In the entries that follow, the lines from the one with "thumb cmc: (347, 319)" through the one with "ring pip: (747, 489)" are the ones to write out, exactly and with both ends included. Nothing else should appear.

> **Data section**
_ _ _ _ _
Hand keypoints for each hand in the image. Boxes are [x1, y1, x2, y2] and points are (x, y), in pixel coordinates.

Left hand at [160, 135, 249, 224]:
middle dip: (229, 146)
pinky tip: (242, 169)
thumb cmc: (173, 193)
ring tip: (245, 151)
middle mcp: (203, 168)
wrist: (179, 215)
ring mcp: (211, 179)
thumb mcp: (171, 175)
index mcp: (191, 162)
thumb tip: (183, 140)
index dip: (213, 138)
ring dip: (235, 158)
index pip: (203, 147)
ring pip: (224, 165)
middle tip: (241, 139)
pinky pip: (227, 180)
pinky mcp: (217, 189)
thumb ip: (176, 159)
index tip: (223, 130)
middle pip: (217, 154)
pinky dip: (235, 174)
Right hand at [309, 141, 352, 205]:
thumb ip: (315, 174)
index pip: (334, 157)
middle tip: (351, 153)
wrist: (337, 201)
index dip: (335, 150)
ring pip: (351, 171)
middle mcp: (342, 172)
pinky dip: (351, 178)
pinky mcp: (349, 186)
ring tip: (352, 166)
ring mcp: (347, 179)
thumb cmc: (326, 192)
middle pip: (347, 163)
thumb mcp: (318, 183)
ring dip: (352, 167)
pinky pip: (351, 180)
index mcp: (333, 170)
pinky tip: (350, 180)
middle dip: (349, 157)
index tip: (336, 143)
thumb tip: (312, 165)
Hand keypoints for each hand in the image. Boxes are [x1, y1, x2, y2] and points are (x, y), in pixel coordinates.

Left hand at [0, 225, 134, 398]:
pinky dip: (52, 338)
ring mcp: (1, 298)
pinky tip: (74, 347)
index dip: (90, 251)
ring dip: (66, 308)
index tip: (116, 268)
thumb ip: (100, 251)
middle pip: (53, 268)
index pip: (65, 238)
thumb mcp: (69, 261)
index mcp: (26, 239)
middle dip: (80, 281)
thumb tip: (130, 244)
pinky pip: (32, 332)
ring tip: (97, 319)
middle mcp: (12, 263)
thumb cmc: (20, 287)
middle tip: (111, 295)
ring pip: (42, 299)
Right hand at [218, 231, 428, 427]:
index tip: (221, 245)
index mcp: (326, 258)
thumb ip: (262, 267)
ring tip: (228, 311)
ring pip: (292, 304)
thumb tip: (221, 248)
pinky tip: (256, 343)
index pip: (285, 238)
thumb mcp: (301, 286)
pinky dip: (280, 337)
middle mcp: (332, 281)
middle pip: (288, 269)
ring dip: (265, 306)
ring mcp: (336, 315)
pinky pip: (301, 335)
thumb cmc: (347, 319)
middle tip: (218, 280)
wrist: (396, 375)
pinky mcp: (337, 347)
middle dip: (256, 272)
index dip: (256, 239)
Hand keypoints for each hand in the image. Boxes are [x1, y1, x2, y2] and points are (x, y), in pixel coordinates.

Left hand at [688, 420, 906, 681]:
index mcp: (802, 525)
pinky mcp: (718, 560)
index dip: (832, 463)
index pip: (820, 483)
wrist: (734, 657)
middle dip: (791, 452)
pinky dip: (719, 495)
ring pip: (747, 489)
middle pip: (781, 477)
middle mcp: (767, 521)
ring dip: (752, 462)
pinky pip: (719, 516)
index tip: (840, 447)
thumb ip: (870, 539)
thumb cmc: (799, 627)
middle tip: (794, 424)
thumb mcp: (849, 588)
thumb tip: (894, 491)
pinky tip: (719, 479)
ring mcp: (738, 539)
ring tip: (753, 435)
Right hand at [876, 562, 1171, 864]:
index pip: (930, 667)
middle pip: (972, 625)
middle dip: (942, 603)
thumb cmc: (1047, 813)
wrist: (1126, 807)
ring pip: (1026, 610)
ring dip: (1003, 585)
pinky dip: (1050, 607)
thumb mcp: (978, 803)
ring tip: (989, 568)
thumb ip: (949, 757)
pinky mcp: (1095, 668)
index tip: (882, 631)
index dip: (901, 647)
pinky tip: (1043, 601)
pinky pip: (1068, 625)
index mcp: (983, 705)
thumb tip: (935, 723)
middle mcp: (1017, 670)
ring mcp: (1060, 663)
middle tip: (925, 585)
_ _ _ _ _
> **Exercise solution**
thumb cmc: (347, 319)
middle tip: (218, 280)
wrist: (396, 375)
pinky mcp: (337, 347)
middle dip: (256, 272)
index dip: (256, 239)
Hand keypoints for each hand in the image. Boxes are [x1, y1, x2, y2] and points are (x, y), in pixel coordinates.

Left hand at [688, 420, 906, 681]:
index mcp: (802, 525)
pinky mcp: (718, 560)
index dip: (832, 463)
index pip: (820, 483)
wrist: (734, 657)
middle dip: (791, 452)
pinky dip: (719, 495)
ring pip: (747, 489)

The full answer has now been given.